But Glavine had to feel good after not being able to get out of the third inning in his last start with a 6-0 lead against Los Angeles. So by all rights and purposes, this really should have been win number 300. Instead, it's merely 299 as the Mets defeated Pittsburgh 6-3 thanks to Glavine and Paul Lo Duca's four RBI's. Glavine's first shot at 300 will come on Tuesday against Milwaukee at Miller Park. And a concerned reader of mind brought up an interesting point which you should keep in the back of your collective heads:
"Glavine goes for win #300 on Tuesday v. the Brewers ... does Barry break the record on the same night and steal our boy's thunder?"
It could happen. Barry Bonds, who's now holding steady at 753 home runs, could steal Tommy Two Teeth's thunder on Tuesday. And wouldn't that be a kick in our heads.

***

Speaking of kicking people in their heads, you know that the voting for the Hall of Hate inductions recently ended, and I'm proud to announce the results:

This Sunday.

That's right, we're making this a big deal. If you've been paying attention you probably already know who won. But for those who are not sure...and even for those who are sure but just appreciate pageantry and pomp, I have decided that I'm going to make the announcement of this year's Hall of Hate inductees live on Mike Silva's Free the Fan radio show this Sunday from 9-11 PM. Because if you can put the major league baseball draft on television, then we can certainly have a Hall of Hate announcement on the radio. So we're going to create a little suspense like the ESPY's. Hey, if the major league baseball draft can be televised, then certainly there's room on America's airwaves for this.

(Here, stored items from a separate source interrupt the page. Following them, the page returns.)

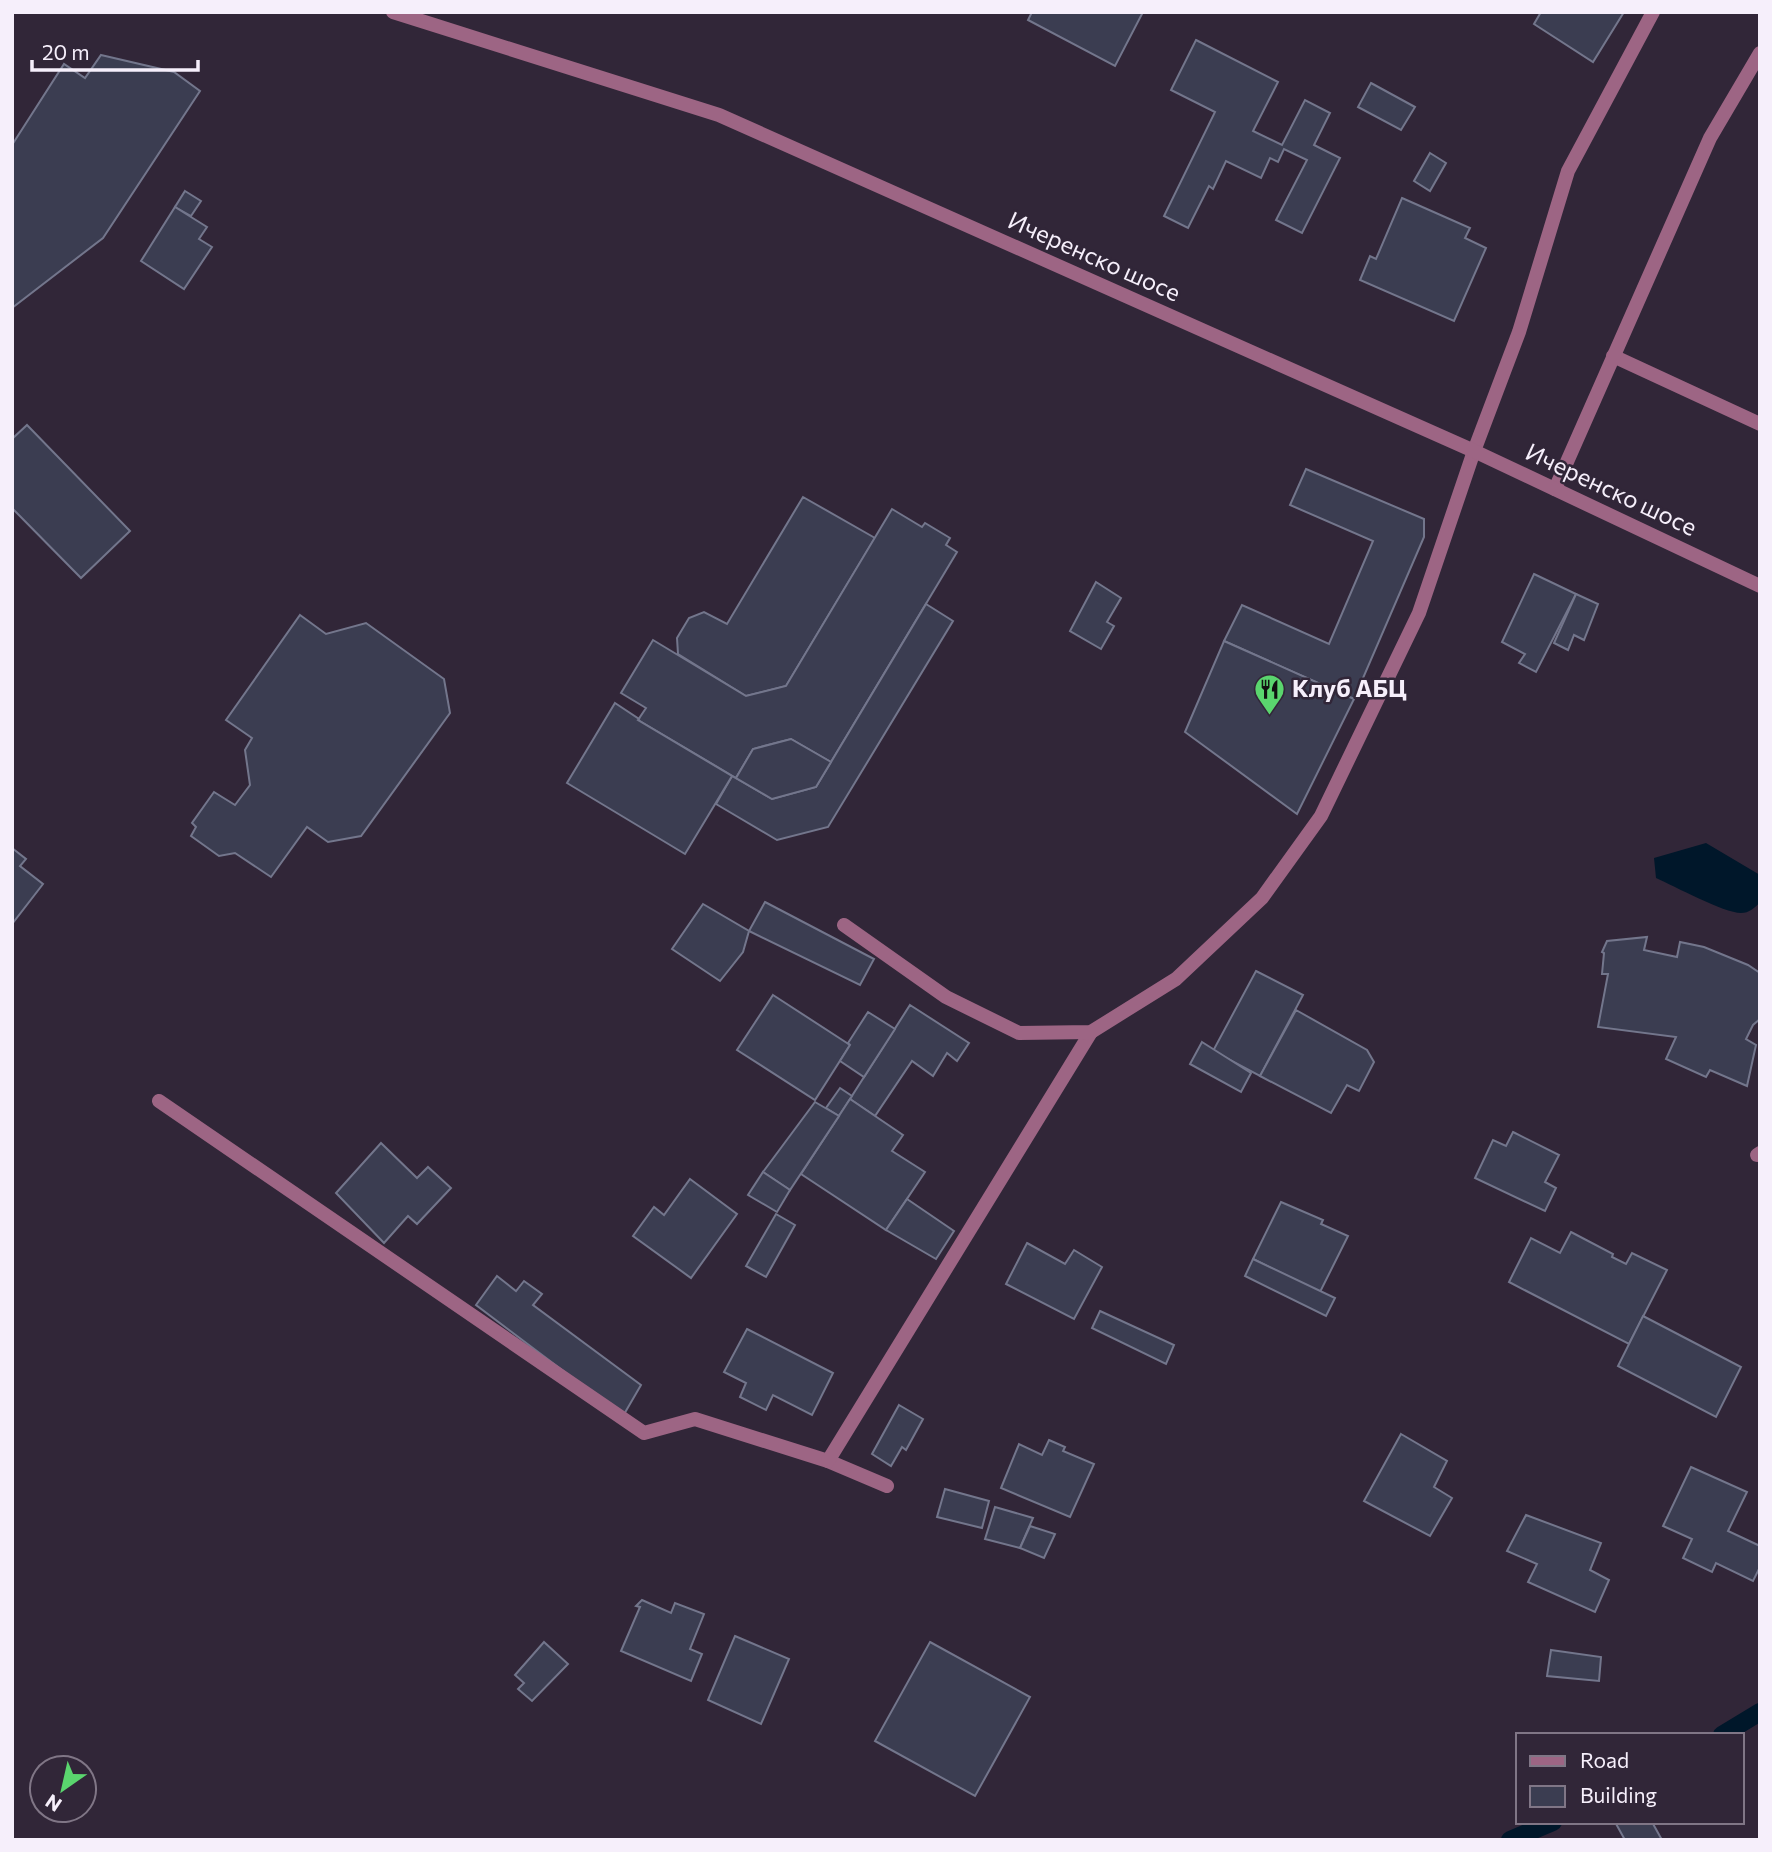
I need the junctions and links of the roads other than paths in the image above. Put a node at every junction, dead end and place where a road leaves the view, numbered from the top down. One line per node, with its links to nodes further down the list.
1 (393, 12): 6 (street, Ичеренско шосе)
2 (1653, 12): 6 (street)
3 (1760, 53): 4 (street)
4 (1613, 356): 5 (street); 7 (street)
5 (1760, 424)
6 (1474, 451): 7 (street, Ичеренско шосе); 10 (street)
7 (1555, 489): 8 (street, Ичеренско шосе)
8 (1760, 586)
9 (844, 925): 10 (street)
10 (1091, 1032): 12 (street)
11 (159, 1101): 12 (street)
12 (828, 1461): 13 (street)
13 (887, 1486)

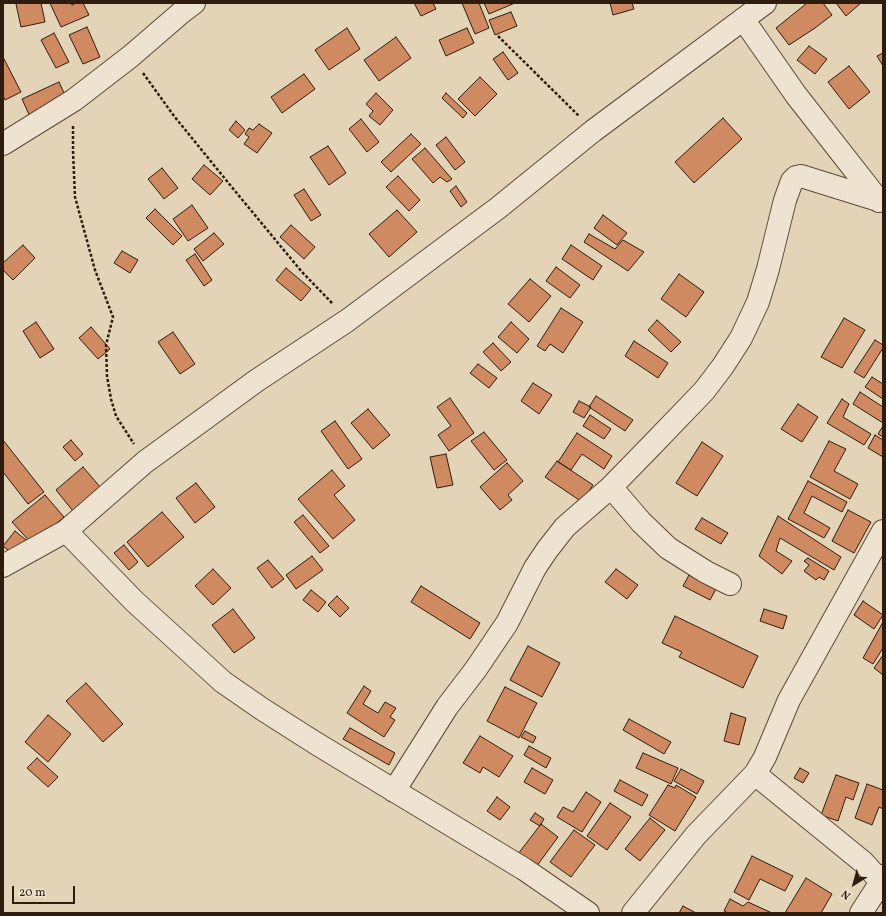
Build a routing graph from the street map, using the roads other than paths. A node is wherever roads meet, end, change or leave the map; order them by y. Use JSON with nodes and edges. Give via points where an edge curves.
{"nodes":[{"id":1,"x":765,"y":3,"type":"edge"},
{"id":2,"x":185,"y":6,"type":"edge"},
{"id":3,"x":743,"y":19,"type":"junction"},
{"id":4,"x":3,"y":144,"type":"edge"},
{"id":5,"x":881,"y":202,"type":"edge"},
{"id":6,"x":611,"y":487,"type":"junction"},
{"id":7,"x":66,"y":531,"type":"junction"},
{"id":8,"x":883,"y":531,"type":"edge"},
{"id":9,"x":3,"y":566,"type":"edge"},
{"id":10,"x":730,"y":584,"type":"dead end"},
{"id":11,"x":755,"y":774,"type":"junction"},
{"id":12,"x":394,"y":791,"type":"junction"},
{"id":13,"x":882,"y":881,"type":"edge"},
{"id":14,"x":588,"y":913,"type":"edge"},
{"id":15,"x":633,"y":913,"type":"edge"},
{"id":16,"x":861,"y":913,"type":"edge"}],
"edges":[{"from":1,"to":3,"type":"street"},
{"from":2,"to":4,"type":"street","via":[[131,56],[74,100]]},
{"from":3,"to":5,"type":"street","via":[[796,95]]},
{"from":3,"to":7,"type":"street","via":[[348,320],[145,462]]},
{"from":5,"to":6,"type":"street","via":[[801,176],[792,181],[758,302],[741,338],[704,391]]},
{"from":6,"to":10,"type":"street","via":[[668,548]]},
{"from":6,"to":12,"type":"street","via":[[565,527],[547,550],[507,623],[447,708]]},
{"from":7,"to":9,"type":"street"},
{"from":7,"to":12,"type":"street","via":[[134,601],[224,682],[262,709]]},
{"from":8,"to":11,"type":"street","via":[[789,700]]},
{"from":11,"to":13,"type":"street","via":[[863,862]]},
{"from":11,"to":15,"type":"street","via":[[696,835]]},
{"from":12,"to":14,"type":"street","via":[[524,869]]},
{"from":13,"to":16,"type":"street"}]}
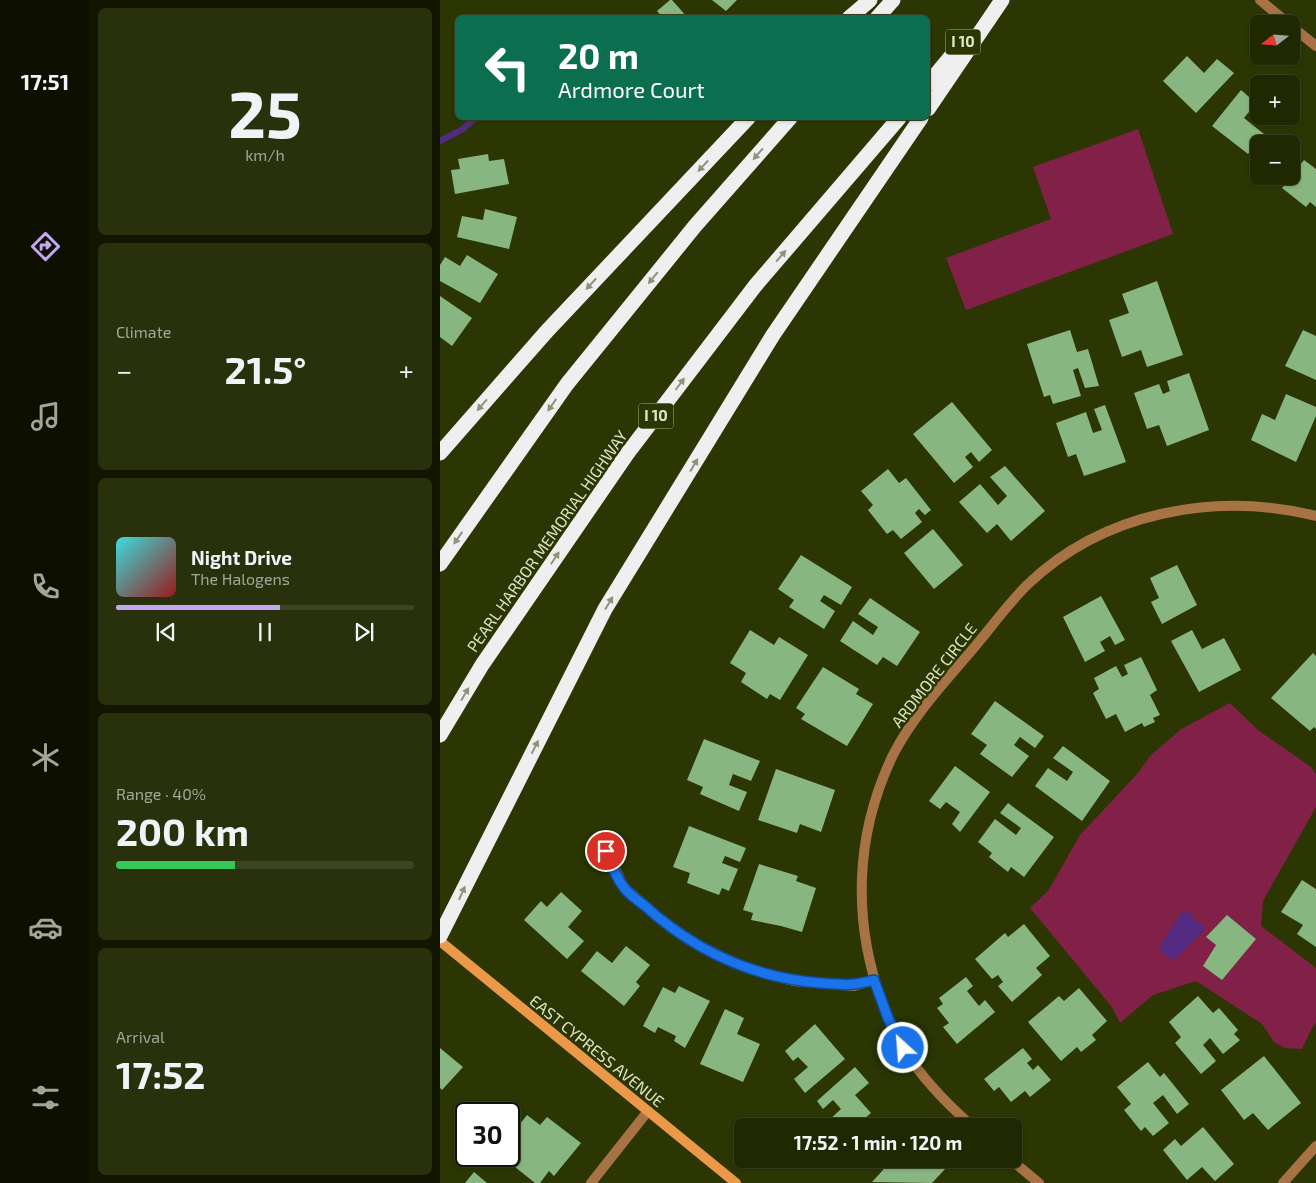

So join me on Mike's show on Sunday night which you can find live here (click on the "listen live" button), or later on in the evening here . In addition to the announcement, I will be guest judging the talent portion of a "Battle of the Blogs" between the fine folks of Do Me Wright, and the Yankees Chick. This is apparently a grudge match, and I'm kind of hoping it ends up in a tie...rumor has it that the tie-breaker is a round of paintball in the Poconos.

Can't wait until then? Go out and buy the 1986 World Series DVD set and keep yourselves busy.

Wednesday, May 30, 2007

Balk Balk! Like The Chicken You Are!

The real Carlos Delgado is back. The one we all know and love.

The real Armando Benitez is also back. The one we all know and love...to hate.

Combine the two, and you have a recipe for a sweet night. And oh, how sweet it is.

Sometimes, karma lies dormant for a while. We had all hoped for this the minute Armando left the Mets...hoped for the Mets to have his number from the start. Instead, he went 12-for-12 in save opportunities against the Flushing Nine in 2004, and we all wondered what the Mets did to deserve that.

Oh that's right, they hired Art Howe, signed Shane Spencer and Karim Garcia instead of Vladimir Guerrero, and traded Scott Kazmir for Victor Zambrano. Now I remember.

But that bit of karma has been in someone's hip pocket for a long time, just waiting for the right time to be played. And between Lastings Milledge, and a gaggle of walks, it has indeed been well played over the past couple of seasons. But if there was a quintessential way to defeat the man we affectionately call "Blow-nitez", two balks and a walk-off bomb by Diesel was it. Especially after Armando threw his infield under the bus after a recent game against the Rockies:

"I'm doing my job, I got three groundballs and what happened?" Benitez asked. "We had an opportunity to win the game. How many times we got somebody on base and nobody moved him? Somebody had to pay and the person that paid was me. He hit a good pitch, a slider away, and a sinker."
Amazing that when it's someone else's fault, our friend Benitez is willing to expound to reporters afterwards. Not like when he was here right?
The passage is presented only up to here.